# WHAT NEEDS TO BE DONE:
All records below are to be repeated precisely, with nothing added.
START RECORDS TO USE
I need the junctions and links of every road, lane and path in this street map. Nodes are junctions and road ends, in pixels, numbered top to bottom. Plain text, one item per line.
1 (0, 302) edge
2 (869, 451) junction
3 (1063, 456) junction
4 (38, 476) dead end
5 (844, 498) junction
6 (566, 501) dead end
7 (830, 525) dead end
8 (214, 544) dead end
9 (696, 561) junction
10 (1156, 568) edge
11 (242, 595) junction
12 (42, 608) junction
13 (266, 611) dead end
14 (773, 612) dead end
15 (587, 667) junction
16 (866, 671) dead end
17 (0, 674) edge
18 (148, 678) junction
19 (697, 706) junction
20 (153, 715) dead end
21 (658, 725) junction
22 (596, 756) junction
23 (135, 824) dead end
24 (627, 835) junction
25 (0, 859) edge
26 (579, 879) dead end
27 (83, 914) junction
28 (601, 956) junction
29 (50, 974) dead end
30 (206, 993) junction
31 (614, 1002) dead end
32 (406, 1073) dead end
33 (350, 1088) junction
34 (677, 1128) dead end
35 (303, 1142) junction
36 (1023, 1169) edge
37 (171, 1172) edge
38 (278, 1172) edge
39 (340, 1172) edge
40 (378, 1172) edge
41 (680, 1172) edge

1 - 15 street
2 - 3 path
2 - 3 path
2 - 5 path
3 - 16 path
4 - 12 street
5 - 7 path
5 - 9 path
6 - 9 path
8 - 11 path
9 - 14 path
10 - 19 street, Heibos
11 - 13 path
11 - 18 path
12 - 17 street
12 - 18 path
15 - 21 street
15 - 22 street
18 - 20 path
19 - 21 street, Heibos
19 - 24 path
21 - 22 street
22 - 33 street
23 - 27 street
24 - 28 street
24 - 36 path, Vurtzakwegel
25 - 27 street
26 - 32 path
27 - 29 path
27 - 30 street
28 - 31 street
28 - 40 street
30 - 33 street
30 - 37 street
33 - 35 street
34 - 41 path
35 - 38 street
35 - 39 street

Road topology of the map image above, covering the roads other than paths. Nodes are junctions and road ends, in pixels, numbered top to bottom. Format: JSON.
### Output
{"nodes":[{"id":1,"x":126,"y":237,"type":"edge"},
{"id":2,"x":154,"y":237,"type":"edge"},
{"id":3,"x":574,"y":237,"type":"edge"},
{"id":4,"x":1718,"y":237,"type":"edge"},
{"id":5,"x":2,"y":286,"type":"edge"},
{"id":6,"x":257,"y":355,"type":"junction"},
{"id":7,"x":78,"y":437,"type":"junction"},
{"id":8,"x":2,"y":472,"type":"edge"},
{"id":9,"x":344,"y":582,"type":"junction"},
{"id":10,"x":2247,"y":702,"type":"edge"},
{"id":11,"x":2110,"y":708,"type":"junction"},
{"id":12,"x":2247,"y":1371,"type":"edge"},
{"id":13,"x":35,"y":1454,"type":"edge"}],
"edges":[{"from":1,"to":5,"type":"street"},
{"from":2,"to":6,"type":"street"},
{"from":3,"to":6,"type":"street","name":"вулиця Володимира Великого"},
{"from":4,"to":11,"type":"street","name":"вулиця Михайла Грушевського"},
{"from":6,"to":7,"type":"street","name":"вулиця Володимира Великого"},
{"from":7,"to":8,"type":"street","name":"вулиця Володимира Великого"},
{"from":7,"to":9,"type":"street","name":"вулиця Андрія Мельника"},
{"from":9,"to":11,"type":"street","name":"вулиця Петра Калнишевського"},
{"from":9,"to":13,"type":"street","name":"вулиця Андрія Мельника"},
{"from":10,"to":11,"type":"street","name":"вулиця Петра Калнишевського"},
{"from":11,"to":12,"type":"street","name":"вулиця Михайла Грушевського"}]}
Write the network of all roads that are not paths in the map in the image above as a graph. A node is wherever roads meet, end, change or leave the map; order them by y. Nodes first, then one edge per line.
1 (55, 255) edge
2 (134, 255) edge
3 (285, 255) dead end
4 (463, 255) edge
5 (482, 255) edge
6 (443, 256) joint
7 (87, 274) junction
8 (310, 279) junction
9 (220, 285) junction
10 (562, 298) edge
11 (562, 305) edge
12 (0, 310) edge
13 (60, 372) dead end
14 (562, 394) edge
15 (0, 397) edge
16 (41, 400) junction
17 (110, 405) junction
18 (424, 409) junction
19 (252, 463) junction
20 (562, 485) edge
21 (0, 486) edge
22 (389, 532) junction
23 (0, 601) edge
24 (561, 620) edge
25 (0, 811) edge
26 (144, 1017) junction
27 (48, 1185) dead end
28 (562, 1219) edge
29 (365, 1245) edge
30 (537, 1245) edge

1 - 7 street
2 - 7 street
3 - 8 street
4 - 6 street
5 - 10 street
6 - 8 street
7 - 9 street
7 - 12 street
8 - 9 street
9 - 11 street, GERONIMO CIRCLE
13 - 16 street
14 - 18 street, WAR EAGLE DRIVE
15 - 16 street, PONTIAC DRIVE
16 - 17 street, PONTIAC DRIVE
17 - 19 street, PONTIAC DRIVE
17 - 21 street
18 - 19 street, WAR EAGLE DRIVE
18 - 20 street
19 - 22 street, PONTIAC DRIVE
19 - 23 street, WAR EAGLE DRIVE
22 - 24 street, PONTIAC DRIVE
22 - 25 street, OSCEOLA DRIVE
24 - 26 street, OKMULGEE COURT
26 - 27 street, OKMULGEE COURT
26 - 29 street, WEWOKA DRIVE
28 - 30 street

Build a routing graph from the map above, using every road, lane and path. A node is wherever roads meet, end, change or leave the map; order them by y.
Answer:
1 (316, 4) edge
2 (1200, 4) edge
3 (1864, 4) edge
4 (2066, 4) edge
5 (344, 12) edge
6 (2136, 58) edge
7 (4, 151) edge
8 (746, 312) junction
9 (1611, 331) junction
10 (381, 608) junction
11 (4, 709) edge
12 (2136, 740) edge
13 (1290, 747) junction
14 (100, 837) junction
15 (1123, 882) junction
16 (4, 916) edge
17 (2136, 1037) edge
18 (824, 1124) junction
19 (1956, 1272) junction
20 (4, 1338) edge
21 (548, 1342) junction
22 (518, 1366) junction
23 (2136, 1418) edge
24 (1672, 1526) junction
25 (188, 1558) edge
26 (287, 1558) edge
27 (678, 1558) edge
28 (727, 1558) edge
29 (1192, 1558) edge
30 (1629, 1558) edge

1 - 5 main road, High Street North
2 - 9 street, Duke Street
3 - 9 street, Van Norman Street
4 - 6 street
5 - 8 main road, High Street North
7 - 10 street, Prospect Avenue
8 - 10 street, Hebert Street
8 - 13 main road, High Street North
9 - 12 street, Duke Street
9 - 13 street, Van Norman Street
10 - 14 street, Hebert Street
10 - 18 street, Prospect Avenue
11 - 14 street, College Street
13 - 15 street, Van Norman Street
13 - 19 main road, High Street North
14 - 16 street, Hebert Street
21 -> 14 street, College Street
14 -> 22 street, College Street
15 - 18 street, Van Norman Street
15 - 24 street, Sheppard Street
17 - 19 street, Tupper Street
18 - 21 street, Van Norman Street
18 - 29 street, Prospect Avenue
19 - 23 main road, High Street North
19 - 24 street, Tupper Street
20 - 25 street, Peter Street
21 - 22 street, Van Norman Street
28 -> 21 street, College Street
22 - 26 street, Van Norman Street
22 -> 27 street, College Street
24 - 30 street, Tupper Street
END RECORDS TO USE
# TASK SOLUTION:
I need the junctions and links of every road, lane and path in this street map. Nodes are junctions and road ends, in pixels, numbered top to bottom. Plain text, one item per line.
1 (0, 302) edge
2 (869, 451) junction
3 (1063, 456) junction
4 (38, 476) dead end
5 (844, 498) junction
6 (566, 501) dead end
7 (830, 525) dead end
8 (214, 544) dead end
9 (696, 561) junction
10 (1156, 568) edge
11 (242, 595) junction
12 (42, 608) junction
13 (266, 611) dead end
14 (773, 612) dead end
15 (587, 667) junction
16 (866, 671) dead end
17 (0, 674) edge
18 (148, 678) junction
19 (697, 706) junction
20 (153, 715) dead end
21 (658, 725) junction
22 (596, 756) junction
23 (135, 824) dead end
24 (627, 835) junction
25 (0, 859) edge
26 (579, 879) dead end
27 (83, 914) junction
28 (601, 956) junction
29 (50, 974) dead end
30 (206, 993) junction
31 (614, 1002) dead end
32 (406, 1073) dead end
33 (350, 1088) junction
34 (677, 1128) dead end
35 (303, 1142) junction
36 (1023, 1169) edge
37 (171, 1172) edge
38 (278, 1172) edge
39 (340, 1172) edge
40 (378, 1172) edge
41 (680, 1172) edge

1 - 15 street
2 - 3 path
2 - 3 path
2 - 5 path
3 - 16 path
4 - 12 street
5 - 7 path
5 - 9 path
6 - 9 path
8 - 11 path
9 - 14 path
10 - 19 street, Heibos
11 - 13 path
11 - 18 path
12 - 17 street
12 - 18 path
15 - 21 street
15 - 22 street
18 - 20 path
19 - 21 street, Heibos
19 - 24 path
21 - 22 street
22 - 33 street
23 - 27 street
24 - 28 street
24 - 36 path, Vurtzakwegel
25 - 27 street
26 - 32 path
27 - 29 path
27 - 30 street
28 - 31 street
28 - 40 street
30 - 33 street
30 - 37 street
33 - 35 street
34 - 41 path
35 - 38 street
35 - 39 street

Road topology of the map image above, covering the roads other than paths. Nodes are junctions and road ends, in pixels, numbered top to bottom. Format: JSON.
### Output
{"nodes":[{"id":1,"x":126,"y":237,"type":"edge"},
{"id":2,"x":154,"y":237,"type":"edge"},
{"id":3,"x":574,"y":237,"type":"edge"},
{"id":4,"x":1718,"y":237,"type":"edge"},
{"id":5,"x":2,"y":286,"type":"edge"},
{"id":6,"x":257,"y":355,"type":"junction"},
{"id":7,"x":78,"y":437,"type":"junction"},
{"id":8,"x":2,"y":472,"type":"edge"},
{"id":9,"x":344,"y":582,"type":"junction"},
{"id":10,"x":2247,"y":702,"type":"edge"},
{"id":11,"x":2110,"y":708,"type":"junction"},
{"id":12,"x":2247,"y":1371,"type":"edge"},
{"id":13,"x":35,"y":1454,"type":"edge"}],
"edges":[{"from":1,"to":5,"type":"street"},
{"from":2,"to":6,"type":"street"},
{"from":3,"to":6,"type":"street","name":"вулиця Володимира Великого"},
{"from":4,"to":11,"type":"street","name":"вулиця Михайла Грушевського"},
{"from":6,"to":7,"type":"street","name":"вулиця Володимира Великого"},
{"from":7,"to":8,"type":"street","name":"вулиця Володимира Великого"},
{"from":7,"to":9,"type":"street","name":"вулиця Андрія Мельника"},
{"from":9,"to":11,"type":"street","name":"вулиця Петра Калнишевського"},
{"from":9,"to":13,"type":"street","name":"вулиця Андрія Мельника"},
{"from":10,"to":11,"type":"street","name":"вулиця Петра Калнишевського"},
{"from":11,"to":12,"type":"street","name":"вулиця Михайла Грушевського"}]}
Write the network of all roads that are not paths in the map in the image above as a graph. A node is wherever roads meet, end, change or leave the map; order them by y. Nodes first, then one edge per line.
1 (55, 255) edge
2 (134, 255) edge
3 (285, 255) dead end
4 (463, 255) edge
5 (482, 255) edge
6 (443, 256) joint
7 (87, 274) junction
8 (310, 279) junction
9 (220, 285) junction
10 (562, 298) edge
11 (562, 305) edge
12 (0, 310) edge
13 (60, 372) dead end
14 (562, 394) edge
15 (0, 397) edge
16 (41, 400) junction
17 (110, 405) junction
18 (424, 409) junction
19 (252, 463) junction
20 (562, 485) edge
21 (0, 486) edge
22 (389, 532) junction
23 (0, 601) edge
24 (561, 620) edge
25 (0, 811) edge
26 (144, 1017) junction
27 (48, 1185) dead end
28 (562, 1219) edge
29 (365, 1245) edge
30 (537, 1245) edge

1 - 7 street
2 - 7 street
3 - 8 street
4 - 6 street
5 - 10 street
6 - 8 street
7 - 9 street
7 - 12 street
8 - 9 street
9 - 11 street, GERONIMO CIRCLE
13 - 16 street
14 - 18 street, WAR EAGLE DRIVE
15 - 16 street, PONTIAC DRIVE
16 - 17 street, PONTIAC DRIVE
17 - 19 street, PONTIAC DRIVE
17 - 21 street
18 - 19 street, WAR EAGLE DRIVE
18 - 20 street
19 - 22 street, PONTIAC DRIVE
19 - 23 street, WAR EAGLE DRIVE
22 - 24 street, PONTIAC DRIVE
22 - 25 street, OSCEOLA DRIVE
24 - 26 street, OKMULGEE COURT
26 - 27 street, OKMULGEE COURT
26 - 29 street, WEWOKA DRIVE
28 - 30 street

Build a routing graph from the map above, using every road, lane and path. A node is wherever roads meet, end, change or leave the map; order them by y.
Answer:
1 (316, 4) edge
2 (1200, 4) edge
3 (1864, 4) edge
4 (2066, 4) edge
5 (344, 12) edge
6 (2136, 58) edge
7 (4, 151) edge
8 (746, 312) junction
9 (1611, 331) junction
10 (381, 608) junction
11 (4, 709) edge
12 (2136, 740) edge
13 (1290, 747) junction
14 (100, 837) junction
15 (1123, 882) junction
16 (4, 916) edge
17 (2136, 1037) edge
18 (824, 1124) junction
19 (1956, 1272) junction
20 (4, 1338) edge
21 (548, 1342) junction
22 (518, 1366) junction
23 (2136, 1418) edge
24 (1672, 1526) junction
25 (188, 1558) edge
26 (287, 1558) edge
27 (678, 1558) edge
28 (727, 1558) edge
29 (1192, 1558) edge
30 (1629, 1558) edge

1 - 5 main road, High Street North
2 - 9 street, Duke Street
3 - 9 street, Van Norman Street
4 - 6 street
5 - 8 main road, High Street North
7 - 10 street, Prospect Avenue
8 - 10 street, Hebert Street
8 - 13 main road, High Street North
9 - 12 street, Duke Street
9 - 13 street, Van Norman Street
10 - 14 street, Hebert Street
10 - 18 street, Prospect Avenue
11 - 14 street, College Street
13 - 15 street, Van Norman Street
13 - 19 main road, High Street North
14 - 16 street, Hebert Street
21 -> 14 street, College Street
14 -> 22 street, College Street
15 - 18 street, Van Norman Street
15 - 24 street, Sheppard Street
17 - 19 street, Tupper Street
18 - 21 street, Van Norman Street
18 - 29 street, Prospect Avenue
19 - 23 main road, High Street North
19 - 24 street, Tupper Street
20 - 25 street, Peter Street
21 - 22 street, Van Norman Street
28 -> 21 street, College Street
22 - 26 street, Van Norman Street
22 -> 27 street, College Street
24 - 30 street, Tupper Street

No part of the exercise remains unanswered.